Discussion in 'General' started by ChiefBuddha, Nov 18, 2012.

  1. I've had anxiety my whole life. I've had about 10 panic attacks while high, they are the fucking worst. I have since learned how to control my high when i'm starting to feel anxious and feel the panic attack coming on. It actually just now happened to me and I controlled it, and now am enjoying my high. :)

    Anyways, i'll try and describe best how to have the best highs if you ever have bad ones cause of what i've talked about.

    First, always eat something beforehand. Low blood sugar can be the cause of the anxiety. So always make you sure you get something in your stomach beforehand. Make sure you do what you need to do beforehand so you don't have anything to worry or stress about.

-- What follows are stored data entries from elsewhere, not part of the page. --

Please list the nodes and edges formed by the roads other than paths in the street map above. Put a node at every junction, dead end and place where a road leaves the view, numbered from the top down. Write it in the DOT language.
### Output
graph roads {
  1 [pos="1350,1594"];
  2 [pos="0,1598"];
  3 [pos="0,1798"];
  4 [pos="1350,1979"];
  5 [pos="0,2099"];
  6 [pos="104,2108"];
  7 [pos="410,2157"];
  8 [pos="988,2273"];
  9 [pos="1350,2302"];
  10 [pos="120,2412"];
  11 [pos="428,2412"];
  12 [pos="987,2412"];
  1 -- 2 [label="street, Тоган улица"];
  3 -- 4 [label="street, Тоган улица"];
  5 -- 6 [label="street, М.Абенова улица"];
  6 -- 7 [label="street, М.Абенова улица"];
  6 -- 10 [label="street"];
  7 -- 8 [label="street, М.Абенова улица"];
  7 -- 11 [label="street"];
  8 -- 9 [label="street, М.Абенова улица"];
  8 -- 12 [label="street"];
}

    Now, when you start to feel anxiety come on, you gotta tell yourself its all in your head. Just talk to yourself and be like "It's all good man, you're just really fucking baked." You gotta do this. It helps so much. Smile. Tell yourself that. Put on music. Deep breaths. Keep busy!! Read something online and distract yourself. You'll soon forget you were having a bad high :smoking:

    Last resort if you feel its getting too intense and you're about to lose. EAT. Get a granola bar to snack on and water. Eating makes me come down and if you come down a little bit you'll feel so much better. Also, getting head from your girl, or for the single folk rubbing one out will make you completely forget your bad high and you'll feel a million times better :cool:

    I hope I might have helped someone who also deals with this. Anxiety sucks and it's sometimes hard to balance weed and anxiety. But if you can control your mind and relax you'll always have good experiences with the herb :hello:
     
  2. all weed has ever done is help with my anxiety
    so i can't relaly relatate
    but i've heard people who say that it makes them anxious and that's why thye don't do it anymore
    it's understandable, if that's the end result

    i am just so glad that it's a mostly positive thing in my file
    rather than a cause for anxiety and worry
     
  3. You're lucky then. Weed has been a love hate relationship with me cause of my anxiety. But I'm glad I learned how to balance everything out so it's pretty much just a love relationship :)
     
  4. same here man, the feeling of an anxiety attack is what i imagine hell must be like, for real. im sure you understand that feeling

    i think its basically being overly sensitive to stimuli, however when you think about it it can be good.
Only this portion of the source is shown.